+++ Exercise inputs +++

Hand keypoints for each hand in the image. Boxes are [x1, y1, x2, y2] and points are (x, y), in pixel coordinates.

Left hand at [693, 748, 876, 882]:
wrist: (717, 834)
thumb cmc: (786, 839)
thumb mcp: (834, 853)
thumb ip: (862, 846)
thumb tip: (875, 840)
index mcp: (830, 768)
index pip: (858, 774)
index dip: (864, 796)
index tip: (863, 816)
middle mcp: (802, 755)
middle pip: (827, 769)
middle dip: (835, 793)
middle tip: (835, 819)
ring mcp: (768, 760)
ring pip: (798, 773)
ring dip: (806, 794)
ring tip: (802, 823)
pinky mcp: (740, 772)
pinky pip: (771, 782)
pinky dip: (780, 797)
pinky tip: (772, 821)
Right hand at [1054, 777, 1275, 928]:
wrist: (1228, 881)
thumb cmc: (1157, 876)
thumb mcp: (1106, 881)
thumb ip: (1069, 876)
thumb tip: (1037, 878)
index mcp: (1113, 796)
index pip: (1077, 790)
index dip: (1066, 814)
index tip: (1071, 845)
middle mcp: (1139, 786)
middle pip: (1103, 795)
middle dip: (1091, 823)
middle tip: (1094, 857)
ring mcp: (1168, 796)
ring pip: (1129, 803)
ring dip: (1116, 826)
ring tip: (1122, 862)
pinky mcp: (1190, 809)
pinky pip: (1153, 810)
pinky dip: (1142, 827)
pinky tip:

+++

Exercise description
Across all the entries above, how many lines hold the word "pinky"? Answer with the number only.

Your solution
8